# WORK ITEM
Where the string "change" occurs in a line of the entries below, copy that line.

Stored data
◆ ◆ ◆ ◆ ◆ ◆ ◆

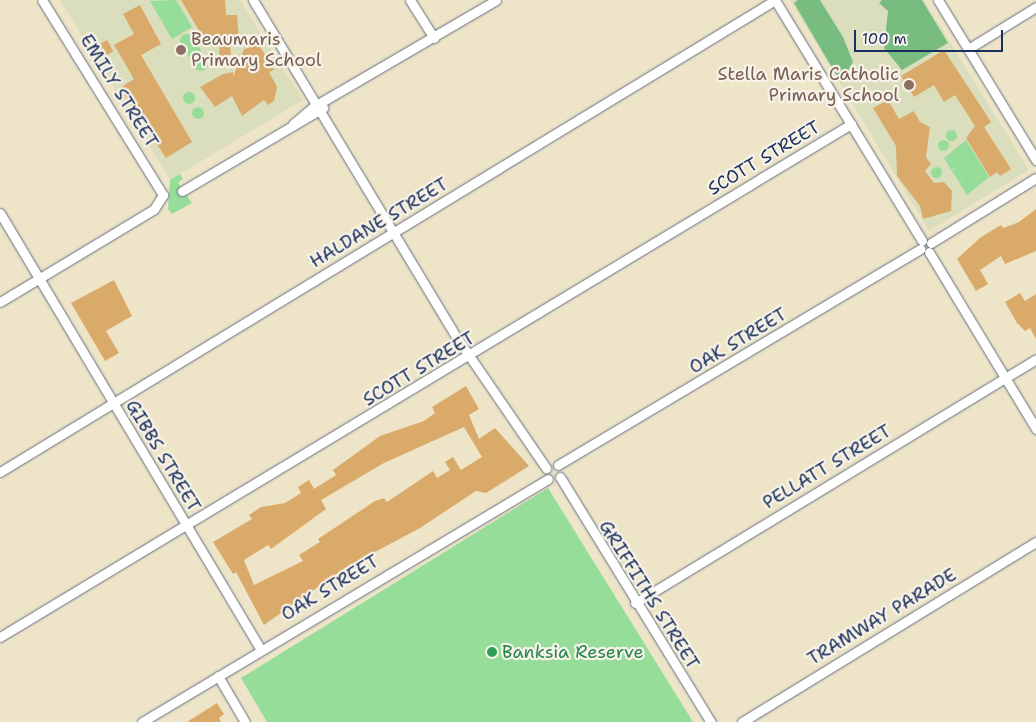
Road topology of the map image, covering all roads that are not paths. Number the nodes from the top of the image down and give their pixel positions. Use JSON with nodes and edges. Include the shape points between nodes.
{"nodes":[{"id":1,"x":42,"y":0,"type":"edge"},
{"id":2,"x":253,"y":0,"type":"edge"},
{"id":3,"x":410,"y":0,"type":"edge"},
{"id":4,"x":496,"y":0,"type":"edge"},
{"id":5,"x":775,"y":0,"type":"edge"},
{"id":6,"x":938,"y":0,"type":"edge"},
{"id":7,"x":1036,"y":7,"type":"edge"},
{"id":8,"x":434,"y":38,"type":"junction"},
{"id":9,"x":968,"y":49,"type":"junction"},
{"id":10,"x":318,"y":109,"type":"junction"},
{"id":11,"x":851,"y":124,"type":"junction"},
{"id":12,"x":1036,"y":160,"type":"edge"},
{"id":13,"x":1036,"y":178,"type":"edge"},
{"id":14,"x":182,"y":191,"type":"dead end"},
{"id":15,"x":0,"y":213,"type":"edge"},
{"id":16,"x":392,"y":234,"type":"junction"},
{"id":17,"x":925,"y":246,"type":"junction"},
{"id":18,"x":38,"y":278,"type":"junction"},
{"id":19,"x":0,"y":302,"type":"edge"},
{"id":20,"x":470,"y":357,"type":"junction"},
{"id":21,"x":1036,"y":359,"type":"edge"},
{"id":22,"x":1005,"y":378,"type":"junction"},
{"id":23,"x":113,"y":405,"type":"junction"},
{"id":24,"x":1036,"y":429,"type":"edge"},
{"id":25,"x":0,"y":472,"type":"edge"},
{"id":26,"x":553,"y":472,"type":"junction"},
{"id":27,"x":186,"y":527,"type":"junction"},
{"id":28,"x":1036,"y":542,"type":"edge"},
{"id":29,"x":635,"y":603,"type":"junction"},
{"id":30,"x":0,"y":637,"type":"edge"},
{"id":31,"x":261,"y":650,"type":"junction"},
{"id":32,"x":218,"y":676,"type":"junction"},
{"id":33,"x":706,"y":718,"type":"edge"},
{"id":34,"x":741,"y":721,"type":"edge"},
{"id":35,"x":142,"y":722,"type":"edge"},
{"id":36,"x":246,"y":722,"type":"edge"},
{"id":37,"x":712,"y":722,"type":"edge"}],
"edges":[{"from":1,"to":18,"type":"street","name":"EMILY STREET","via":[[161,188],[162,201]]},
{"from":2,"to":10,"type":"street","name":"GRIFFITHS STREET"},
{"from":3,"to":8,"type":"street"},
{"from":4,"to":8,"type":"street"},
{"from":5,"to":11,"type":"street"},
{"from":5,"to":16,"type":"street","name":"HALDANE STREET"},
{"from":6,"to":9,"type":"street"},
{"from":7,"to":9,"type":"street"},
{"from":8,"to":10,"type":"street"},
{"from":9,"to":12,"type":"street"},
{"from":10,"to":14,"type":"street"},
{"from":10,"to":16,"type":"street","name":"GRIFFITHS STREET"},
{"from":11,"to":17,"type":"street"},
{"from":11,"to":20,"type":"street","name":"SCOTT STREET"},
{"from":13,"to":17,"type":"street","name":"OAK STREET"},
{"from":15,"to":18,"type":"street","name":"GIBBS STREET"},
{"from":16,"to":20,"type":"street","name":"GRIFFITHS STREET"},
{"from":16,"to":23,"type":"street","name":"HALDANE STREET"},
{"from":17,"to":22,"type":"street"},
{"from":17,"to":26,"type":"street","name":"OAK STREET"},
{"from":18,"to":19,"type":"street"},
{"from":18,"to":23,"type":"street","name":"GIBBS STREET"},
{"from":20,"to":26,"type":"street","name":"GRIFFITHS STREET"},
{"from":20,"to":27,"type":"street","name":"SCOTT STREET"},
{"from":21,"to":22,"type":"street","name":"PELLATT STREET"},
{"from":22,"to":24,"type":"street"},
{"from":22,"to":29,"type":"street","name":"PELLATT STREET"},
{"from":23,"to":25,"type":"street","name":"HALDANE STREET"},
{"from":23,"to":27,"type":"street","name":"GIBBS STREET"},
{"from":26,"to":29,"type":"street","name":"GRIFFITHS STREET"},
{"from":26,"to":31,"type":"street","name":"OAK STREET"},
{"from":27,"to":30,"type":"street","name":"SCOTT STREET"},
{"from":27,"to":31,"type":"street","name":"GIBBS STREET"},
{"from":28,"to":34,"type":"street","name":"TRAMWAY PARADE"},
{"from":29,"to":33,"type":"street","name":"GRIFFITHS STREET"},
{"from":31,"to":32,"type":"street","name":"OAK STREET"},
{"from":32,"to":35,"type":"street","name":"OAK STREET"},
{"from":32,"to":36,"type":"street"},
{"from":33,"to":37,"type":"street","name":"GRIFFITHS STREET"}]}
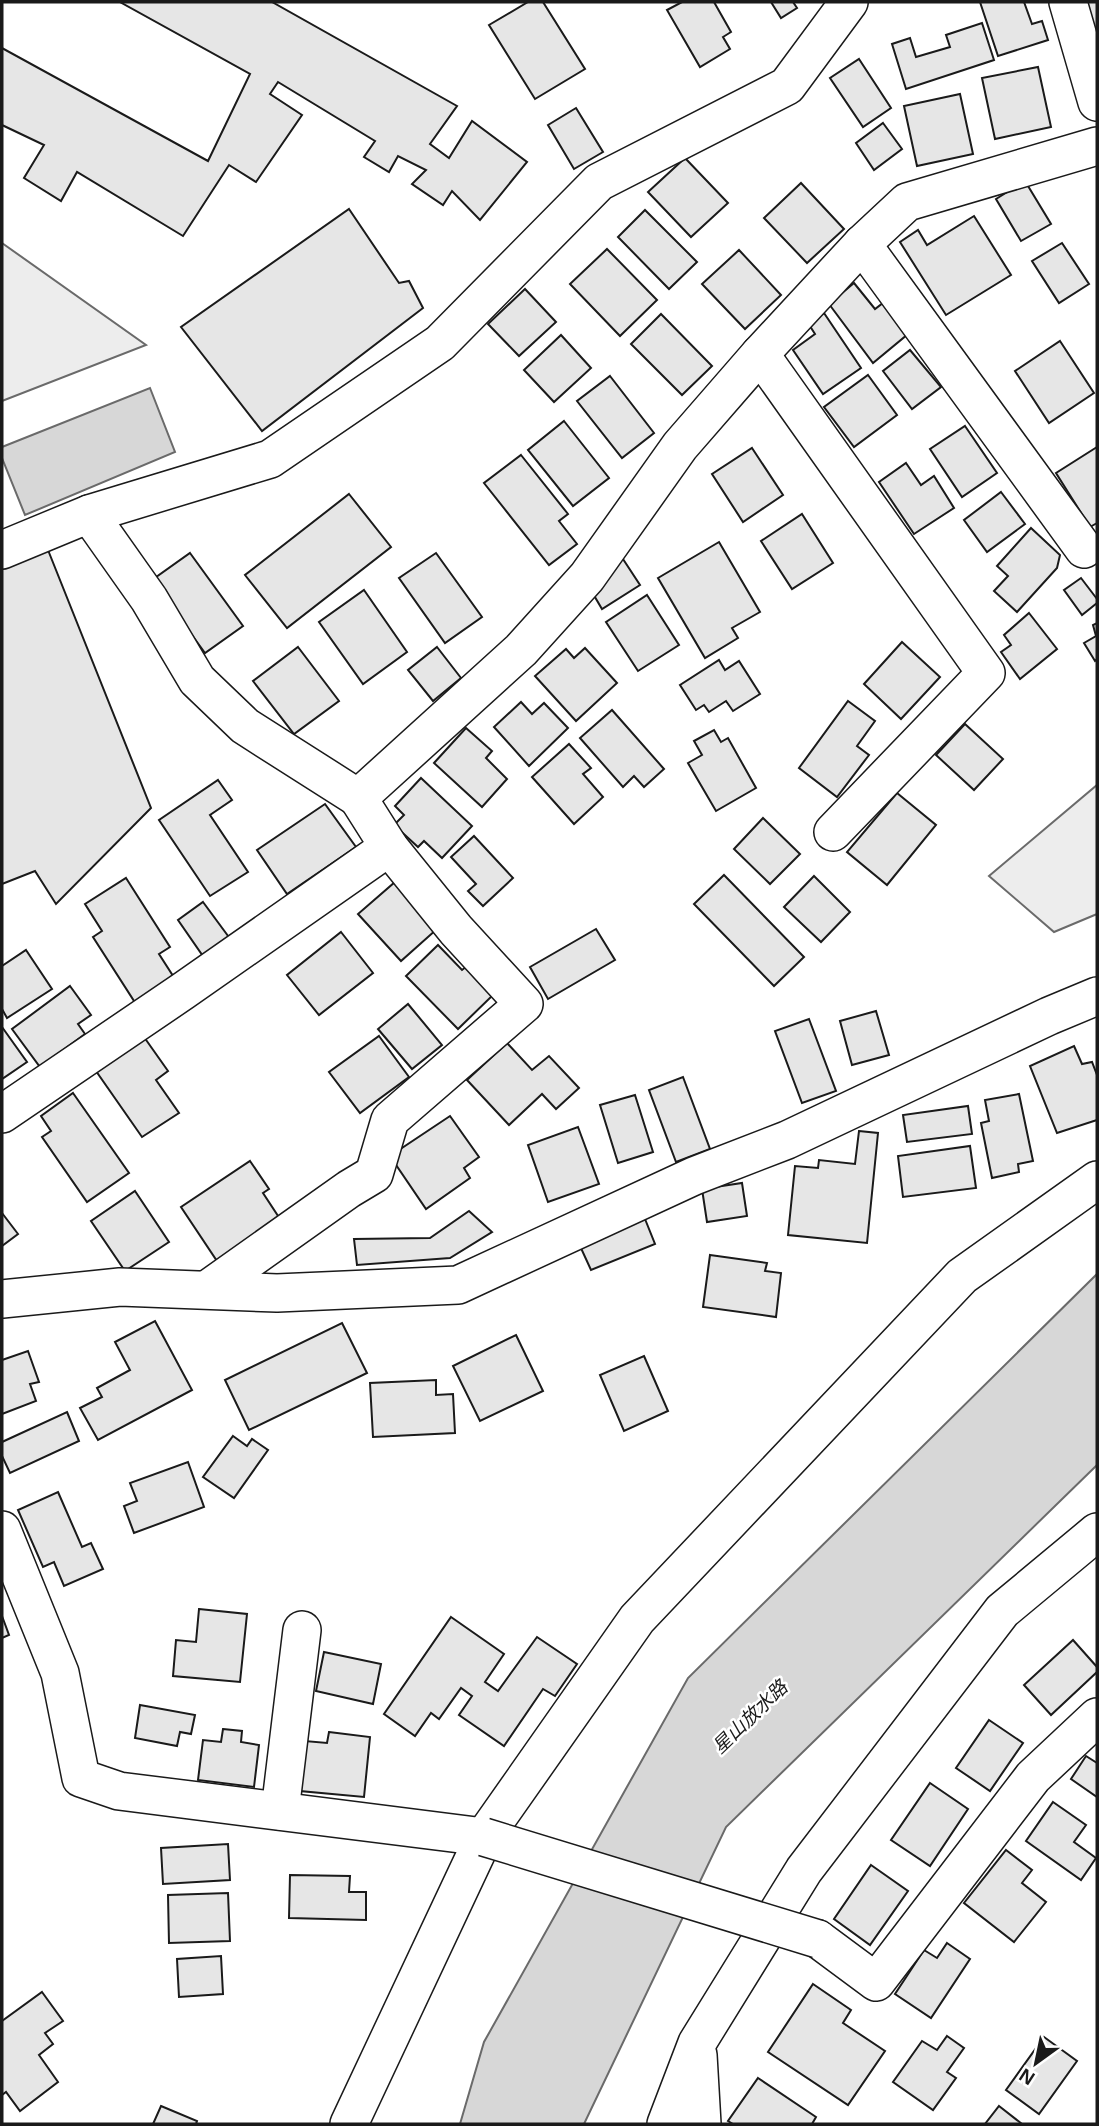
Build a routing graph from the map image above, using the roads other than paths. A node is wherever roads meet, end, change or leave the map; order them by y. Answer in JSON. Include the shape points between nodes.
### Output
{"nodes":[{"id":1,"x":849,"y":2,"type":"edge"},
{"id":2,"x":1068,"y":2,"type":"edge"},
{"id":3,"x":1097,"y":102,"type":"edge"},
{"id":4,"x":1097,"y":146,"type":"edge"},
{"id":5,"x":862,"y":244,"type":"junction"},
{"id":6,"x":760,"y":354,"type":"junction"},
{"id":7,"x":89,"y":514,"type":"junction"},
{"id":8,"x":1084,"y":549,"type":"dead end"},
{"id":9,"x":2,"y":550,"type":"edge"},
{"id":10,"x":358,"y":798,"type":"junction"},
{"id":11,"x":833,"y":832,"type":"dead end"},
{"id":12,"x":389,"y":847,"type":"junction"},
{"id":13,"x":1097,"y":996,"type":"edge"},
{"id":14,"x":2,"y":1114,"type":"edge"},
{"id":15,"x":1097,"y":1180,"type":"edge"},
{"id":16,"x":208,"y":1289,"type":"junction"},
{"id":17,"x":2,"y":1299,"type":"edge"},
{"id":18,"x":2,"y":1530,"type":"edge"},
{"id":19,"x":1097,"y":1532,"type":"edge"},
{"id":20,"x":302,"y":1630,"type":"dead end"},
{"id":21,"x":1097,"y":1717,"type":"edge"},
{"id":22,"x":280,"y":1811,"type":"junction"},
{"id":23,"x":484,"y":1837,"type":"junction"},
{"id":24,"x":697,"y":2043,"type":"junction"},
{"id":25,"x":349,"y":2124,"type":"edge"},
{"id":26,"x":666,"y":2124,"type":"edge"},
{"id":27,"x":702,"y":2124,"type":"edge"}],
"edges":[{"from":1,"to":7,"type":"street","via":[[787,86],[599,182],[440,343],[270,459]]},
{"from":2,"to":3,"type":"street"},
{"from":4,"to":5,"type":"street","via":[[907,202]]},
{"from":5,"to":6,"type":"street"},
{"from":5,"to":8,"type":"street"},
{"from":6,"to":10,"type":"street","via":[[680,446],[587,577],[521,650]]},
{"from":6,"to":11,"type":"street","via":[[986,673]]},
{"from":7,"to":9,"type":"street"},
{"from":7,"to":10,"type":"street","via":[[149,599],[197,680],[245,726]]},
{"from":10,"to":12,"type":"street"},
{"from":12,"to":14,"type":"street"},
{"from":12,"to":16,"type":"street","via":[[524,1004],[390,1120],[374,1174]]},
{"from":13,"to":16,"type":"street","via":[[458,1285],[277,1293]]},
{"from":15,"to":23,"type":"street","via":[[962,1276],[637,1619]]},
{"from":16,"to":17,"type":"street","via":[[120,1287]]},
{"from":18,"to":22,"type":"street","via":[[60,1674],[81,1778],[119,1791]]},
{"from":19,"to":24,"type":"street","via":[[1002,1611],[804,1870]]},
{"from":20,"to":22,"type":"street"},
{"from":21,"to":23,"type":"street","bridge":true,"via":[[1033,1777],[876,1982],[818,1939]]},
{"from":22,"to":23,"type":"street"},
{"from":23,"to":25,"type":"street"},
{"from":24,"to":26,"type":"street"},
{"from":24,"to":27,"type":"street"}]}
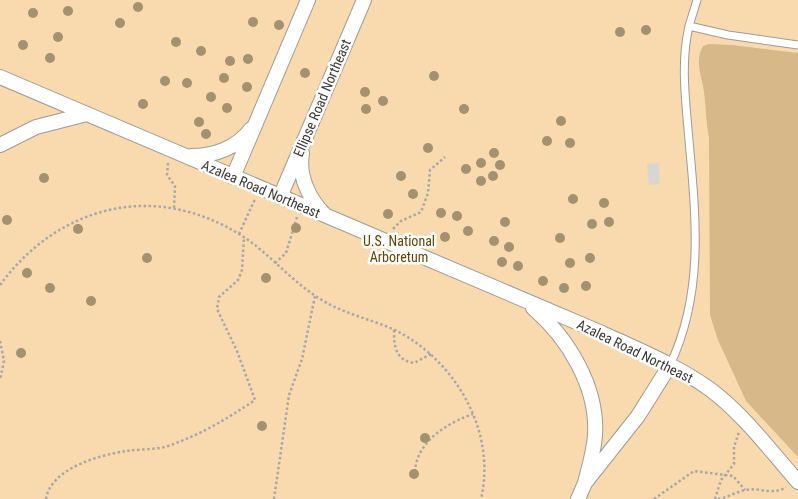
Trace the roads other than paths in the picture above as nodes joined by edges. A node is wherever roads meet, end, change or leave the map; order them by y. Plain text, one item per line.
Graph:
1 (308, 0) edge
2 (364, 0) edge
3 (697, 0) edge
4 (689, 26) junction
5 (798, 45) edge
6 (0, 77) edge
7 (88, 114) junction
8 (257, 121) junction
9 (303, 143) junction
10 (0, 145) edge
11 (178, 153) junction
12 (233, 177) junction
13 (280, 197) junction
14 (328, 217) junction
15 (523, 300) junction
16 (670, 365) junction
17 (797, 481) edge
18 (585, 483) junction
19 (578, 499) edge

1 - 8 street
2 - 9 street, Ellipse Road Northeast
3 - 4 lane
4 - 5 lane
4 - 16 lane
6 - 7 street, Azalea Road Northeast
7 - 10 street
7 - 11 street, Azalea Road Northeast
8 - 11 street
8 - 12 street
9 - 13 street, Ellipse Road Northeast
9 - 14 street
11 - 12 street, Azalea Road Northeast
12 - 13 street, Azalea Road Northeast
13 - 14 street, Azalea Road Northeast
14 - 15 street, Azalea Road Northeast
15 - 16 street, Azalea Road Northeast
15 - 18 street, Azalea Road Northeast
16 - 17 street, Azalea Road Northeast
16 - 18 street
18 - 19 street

◆ ◆ ◆ ◆ ◆ ◆ ◆

# EXPECTED OUTPUT
Build a routing graph from the map image above, using the roads other than paths. A node is wherever roads meet, end, change or leave the map; order them by y. Answer in JSON. Include the shape points between nodes.
Trace the roads other than paths in the picture above as nodes joined by edges. A node is wherever roads meet, end, change or leave the map; order them by y. Plain text, one item per line.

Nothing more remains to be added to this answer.